Capítulo 6

Medias Verdades

Eran poco más de las seis de la mañana. Aún el cielo no decidía si se aclararía o no, y dos encapuchados caminaban sigilosamente por un pueblo dormido. Estaba en ruinas, pero aún había magos muy poderosos viviendo allí. Símbolos por doquier, con diseños de antaño, eran la viva prueba de ello, porque la magia no siempre se había canalizado solo en las varias, no. El toque de queda implantado en viejas poblaciones escocesas gracias al empleo desmesurado de la magia negra en remotos y no tan pasados tiempos les favorecía, pues les permitía cumplir con la misión de su señora.

Un gato maulló escandalosamente al verlos pasar, y como no estaban seguros de que fuese un indefenso animal o un animago, intercambiaron miradas en cuestión de segundos y el más alto de ellos lo silenció para siempre. Una risa macabra salió de la máscara blanca que cubría su rostro, sin permitir que su portador mostrara la fila de feos y podridos dientes.

- Dudo que lo que Lestrange quiere esté aquí, así que mejor nos vamos – sugirió el más bajo, que parecía cojear.
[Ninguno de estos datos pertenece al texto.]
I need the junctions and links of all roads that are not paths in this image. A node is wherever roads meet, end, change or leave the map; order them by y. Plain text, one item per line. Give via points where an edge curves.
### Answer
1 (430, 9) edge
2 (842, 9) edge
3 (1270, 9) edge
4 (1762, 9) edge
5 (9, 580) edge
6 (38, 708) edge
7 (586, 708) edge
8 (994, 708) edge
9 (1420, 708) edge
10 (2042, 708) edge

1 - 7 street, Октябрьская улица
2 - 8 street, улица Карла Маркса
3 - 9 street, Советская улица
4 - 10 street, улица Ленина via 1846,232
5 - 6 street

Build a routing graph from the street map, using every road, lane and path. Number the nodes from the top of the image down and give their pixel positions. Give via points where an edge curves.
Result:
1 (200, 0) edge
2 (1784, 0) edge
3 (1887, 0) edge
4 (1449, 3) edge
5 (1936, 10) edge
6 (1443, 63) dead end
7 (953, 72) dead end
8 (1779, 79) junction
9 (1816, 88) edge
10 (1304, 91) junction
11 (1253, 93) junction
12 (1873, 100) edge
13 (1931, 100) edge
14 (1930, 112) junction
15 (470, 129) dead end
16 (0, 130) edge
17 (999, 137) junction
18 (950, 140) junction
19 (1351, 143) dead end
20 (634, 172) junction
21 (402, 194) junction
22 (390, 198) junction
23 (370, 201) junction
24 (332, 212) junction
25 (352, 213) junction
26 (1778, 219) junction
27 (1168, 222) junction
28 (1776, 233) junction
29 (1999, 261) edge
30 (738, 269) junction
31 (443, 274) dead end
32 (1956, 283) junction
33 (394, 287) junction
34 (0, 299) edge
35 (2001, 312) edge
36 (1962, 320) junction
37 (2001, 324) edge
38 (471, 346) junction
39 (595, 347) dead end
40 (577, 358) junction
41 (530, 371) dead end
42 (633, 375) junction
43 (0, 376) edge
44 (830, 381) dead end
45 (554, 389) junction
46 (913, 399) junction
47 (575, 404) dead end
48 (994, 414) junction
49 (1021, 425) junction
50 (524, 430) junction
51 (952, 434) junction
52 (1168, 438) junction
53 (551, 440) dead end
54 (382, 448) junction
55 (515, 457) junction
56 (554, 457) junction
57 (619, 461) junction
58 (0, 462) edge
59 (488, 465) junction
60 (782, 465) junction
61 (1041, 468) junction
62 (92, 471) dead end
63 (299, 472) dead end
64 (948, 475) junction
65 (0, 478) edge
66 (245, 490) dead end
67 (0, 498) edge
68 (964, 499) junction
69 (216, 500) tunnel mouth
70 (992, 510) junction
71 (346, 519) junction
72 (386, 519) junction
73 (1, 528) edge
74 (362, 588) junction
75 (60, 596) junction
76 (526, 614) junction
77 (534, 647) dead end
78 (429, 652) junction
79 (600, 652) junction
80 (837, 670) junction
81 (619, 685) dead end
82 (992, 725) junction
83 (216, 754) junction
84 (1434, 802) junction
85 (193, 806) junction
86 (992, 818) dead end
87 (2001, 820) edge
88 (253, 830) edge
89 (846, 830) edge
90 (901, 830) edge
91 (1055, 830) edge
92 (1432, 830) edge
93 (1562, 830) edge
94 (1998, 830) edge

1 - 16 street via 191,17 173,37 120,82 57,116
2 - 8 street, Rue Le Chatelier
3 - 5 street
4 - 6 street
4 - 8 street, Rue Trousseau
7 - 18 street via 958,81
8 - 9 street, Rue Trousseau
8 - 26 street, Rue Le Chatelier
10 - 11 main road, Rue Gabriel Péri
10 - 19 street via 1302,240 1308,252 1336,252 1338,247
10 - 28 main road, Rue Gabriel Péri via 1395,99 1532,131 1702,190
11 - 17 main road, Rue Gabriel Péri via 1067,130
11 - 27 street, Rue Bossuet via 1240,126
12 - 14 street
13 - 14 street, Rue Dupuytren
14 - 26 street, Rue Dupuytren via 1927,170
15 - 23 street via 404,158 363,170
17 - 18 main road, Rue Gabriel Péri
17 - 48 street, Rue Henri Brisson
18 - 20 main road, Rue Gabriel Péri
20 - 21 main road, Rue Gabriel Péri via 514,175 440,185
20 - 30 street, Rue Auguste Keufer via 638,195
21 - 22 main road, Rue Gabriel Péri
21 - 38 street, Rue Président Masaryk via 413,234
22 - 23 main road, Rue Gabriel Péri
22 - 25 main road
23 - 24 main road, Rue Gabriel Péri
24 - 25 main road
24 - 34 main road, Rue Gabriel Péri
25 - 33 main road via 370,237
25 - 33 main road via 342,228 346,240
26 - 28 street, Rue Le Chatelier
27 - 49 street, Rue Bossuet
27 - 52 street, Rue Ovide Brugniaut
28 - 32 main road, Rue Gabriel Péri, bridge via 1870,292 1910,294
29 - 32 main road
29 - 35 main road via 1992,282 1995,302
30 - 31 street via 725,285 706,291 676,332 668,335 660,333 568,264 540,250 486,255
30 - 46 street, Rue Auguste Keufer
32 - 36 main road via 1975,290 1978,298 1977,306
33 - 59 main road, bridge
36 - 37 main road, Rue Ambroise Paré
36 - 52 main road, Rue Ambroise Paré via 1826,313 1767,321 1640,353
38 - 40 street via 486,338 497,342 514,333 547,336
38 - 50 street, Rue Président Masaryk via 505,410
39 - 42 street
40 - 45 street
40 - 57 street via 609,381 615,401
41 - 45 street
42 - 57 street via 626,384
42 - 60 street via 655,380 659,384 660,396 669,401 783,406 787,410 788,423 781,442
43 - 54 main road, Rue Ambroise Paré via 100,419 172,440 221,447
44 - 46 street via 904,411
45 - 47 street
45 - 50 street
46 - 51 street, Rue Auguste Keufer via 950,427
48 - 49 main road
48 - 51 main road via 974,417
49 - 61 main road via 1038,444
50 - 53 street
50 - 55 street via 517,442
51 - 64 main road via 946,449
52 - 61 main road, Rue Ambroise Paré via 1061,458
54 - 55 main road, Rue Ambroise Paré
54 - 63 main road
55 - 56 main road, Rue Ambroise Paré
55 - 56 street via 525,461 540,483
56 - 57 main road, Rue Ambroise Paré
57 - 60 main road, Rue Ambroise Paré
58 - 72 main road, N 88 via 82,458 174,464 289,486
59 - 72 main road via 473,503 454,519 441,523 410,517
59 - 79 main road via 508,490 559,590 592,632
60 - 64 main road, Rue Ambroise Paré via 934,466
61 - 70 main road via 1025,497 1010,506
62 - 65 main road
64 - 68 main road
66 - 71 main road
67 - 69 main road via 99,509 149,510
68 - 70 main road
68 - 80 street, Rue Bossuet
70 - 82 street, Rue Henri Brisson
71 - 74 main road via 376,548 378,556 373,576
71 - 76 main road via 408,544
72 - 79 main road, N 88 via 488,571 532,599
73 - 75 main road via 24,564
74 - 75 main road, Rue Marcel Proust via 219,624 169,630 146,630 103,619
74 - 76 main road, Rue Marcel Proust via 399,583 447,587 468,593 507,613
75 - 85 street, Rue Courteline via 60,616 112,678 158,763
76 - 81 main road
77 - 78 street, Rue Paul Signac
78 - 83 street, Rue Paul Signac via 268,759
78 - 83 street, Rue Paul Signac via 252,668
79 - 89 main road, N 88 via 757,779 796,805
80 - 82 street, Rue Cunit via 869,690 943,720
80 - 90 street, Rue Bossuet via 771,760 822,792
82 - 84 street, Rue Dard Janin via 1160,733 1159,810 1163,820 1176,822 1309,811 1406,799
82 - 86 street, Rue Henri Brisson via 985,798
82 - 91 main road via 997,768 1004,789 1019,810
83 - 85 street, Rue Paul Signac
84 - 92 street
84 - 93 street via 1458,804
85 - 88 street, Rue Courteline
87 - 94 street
El alto estuvo de acuerdo, pero primero se aseguró de que el maldito gato no los inculpara. ¿Encontrar niños allí? ¿Sangre Pura? En verdad lo dudaban. Parecía un ancianato con grandes proporciones de tierra, y nada más.

La señora distaba mucho de ser el Lord al que había admirado toda su vida, pero tenía que admitir que tenía cosas que le agradaban. Era quisquillosa con las misiones y estaba planeando algo en grande. En su vientre había logrado concebir un adefesio que crecía a tiempos descomunales, así que requería de almas de niños para seguir alimentándolo y desarrollándolo en su delgado cuerpo. Ése, y no otro, sería el principio de la misión más grande y portentosa de su vida. Pero primero tenían que acabar con disidentes (en especial, uno que le resultaba del todo chocante), y para ello necesitaban encontrar las cenizas de su antepasado más remoto. Se desvanecería como una mota de polvo, y nadie jamás recordaría que existió. El sólo pensarlo le erizó los cabellos, pues desconocía que la magia fuese tan poderosa, pero le excitó. Él sería poderoso, grande, y todos dejarían de recordarlo como un mediocre más que se graduó a rastras en el castillo ese de mierda.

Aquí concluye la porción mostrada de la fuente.